To preserve the sisters' legacy, Jennings has been forming its sponsor members in the order's charisms and in Catholic identity. Much of the formation curriculum is from CHA.

Salopeck said Jennings also has been intentional about teaching staff about the history of Jennings and their role in carrying on the mission.

The sisters' influence runs deep as Jennings leaders and associates who worked alongside the sisters and counted the sisters among their friends share funny, heartwarming and bittersweet stories of the sisters with colleagues and residents.

Salopeck says in her three decades with Jennings, she grew close to many of the sisters, with some of them attending her wedding and the baptisms of her children.

Artifacts from the congregation's former home including photos are displayed at every Jennings facility.

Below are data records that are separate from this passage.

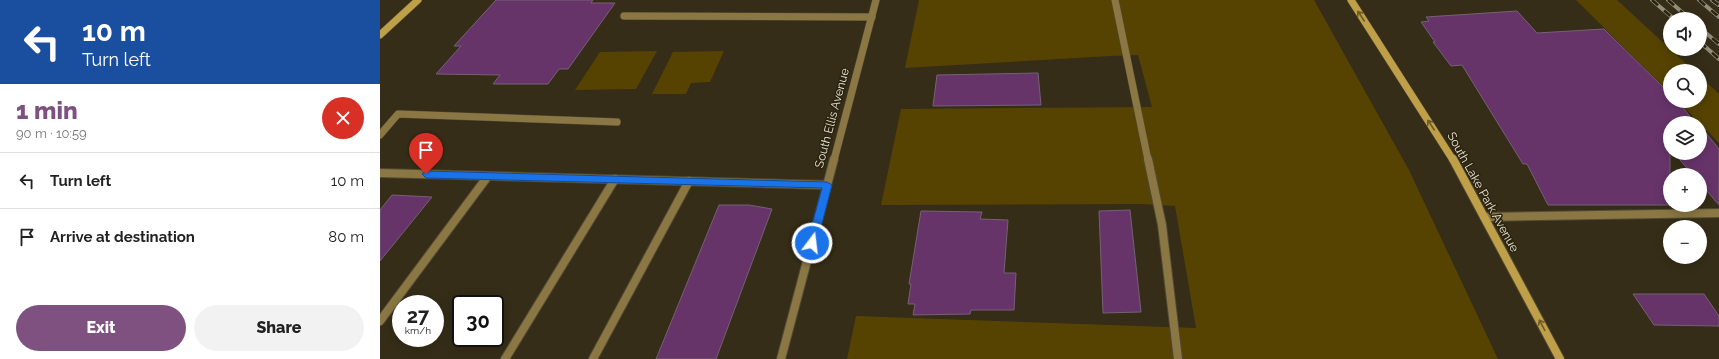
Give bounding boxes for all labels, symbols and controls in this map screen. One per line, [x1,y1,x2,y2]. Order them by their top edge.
one-way arrow [1357,11,1365,22]
map controls [1663,12,1707,264]
button: sound [1663,12,1707,56]
text: 10 m [82,15,146,48]
icon: left [16,16,68,68]
text: Turn left [82,49,151,70]
button: search [1663,64,1707,108]
street label: South Ellis Avenue [812,67,852,169]
text: 1 min [16,96,78,125]
button: close [322,97,364,139]
button: layers [1663,116,1707,160]
one-way arrow [1427,120,1435,131]
text: 90 m · 10:59 [16,126,87,141]
street label: South Lake Park Avenue [1444,130,1522,254]
pin [409,133,443,174]
icon: arrive [415,139,437,161]
button: + [1663,168,1707,212]
icon: left [16,170,38,192]
text: Turn left [50,172,111,190]
text: 10 m [331,172,364,190]
button: − [1663,220,1707,264]
position arrow [791,222,833,264]
icon: arrive [16,226,38,248]
text: Arrive at destination [50,228,195,246]
text: 80 m [328,228,364,246]
speed limit sign: 30 [452,295,504,347]
text: 27 [407,304,429,328]
button: Exit [16,305,186,351]
button: Share [194,305,364,351]
one-way arrow [1537,319,1545,331]
text: km/h [405,325,431,336]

The residence has been converted to affordable housing.

Lisa Brazytis, Jennings chief marketing officer, is creating a storyline display about the sisters that will go in the lobby of Jennings' flagship facility.

Salopeck said of the remembrances of the sisters and their legacy: "It touches something that resonates with people. They remember why they said yes to working here, and residents remember why they said yes to living here and staying here."

Welcoming others
Mother Mary Rose Heery, O CARM, is prioress general and general council member of the Carmelite Sisters for the Aged and Infirm in Germantown, New York. She said with 138 sisters that congregation has enough members to maintain its role as sponsor of the congregation's 20 long-term care facilities in the U.S. and Ireland and to ensure the sisters' charism of love for the elderly continues to permeate their facilities.


Mother Heery

Sisters maintain an ongoing presence in the congregation's facilities, which are located in Florida, Iowa, Illinois, Kentucky, Massachusetts, New York, Ohio and Pennsylvania. Many of the sisters have worked as administrators or in other leadership roles at Carmelite facilities or have served on the facilities' boards. Sponsors serve on the board of the Carmelite System. Each of the system's facilities also has its own board. Members of the Carmelites' leadership council and other sisters serve on those boards.

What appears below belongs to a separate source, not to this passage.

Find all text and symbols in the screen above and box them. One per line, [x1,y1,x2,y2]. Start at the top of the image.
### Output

This has helped congregation members become intimately connected with those facilities and their work. Sisters also fill mission integration roles at the facilities.

The Carmelites offer a formation program for lay leaders of their facilities and ongoing formation and mission education for all employees.

Mother Heery said the Carmelite Sisters restructured their ministries to allow for the full integration of the facilities of the Sisters of Charity of Ottawa to become part of the Carmelite congregation's system. The Sisters of Charity's D'Youville Life & Wellness Community in Lowell, Massachusetts, is being folded into the Carmelite System. The two congregations have been undertaking a three-year transition that will end in June 2023.

Mother Heery said the Carmelites are open to assuming responsibility for other congregations' eldercare facilities.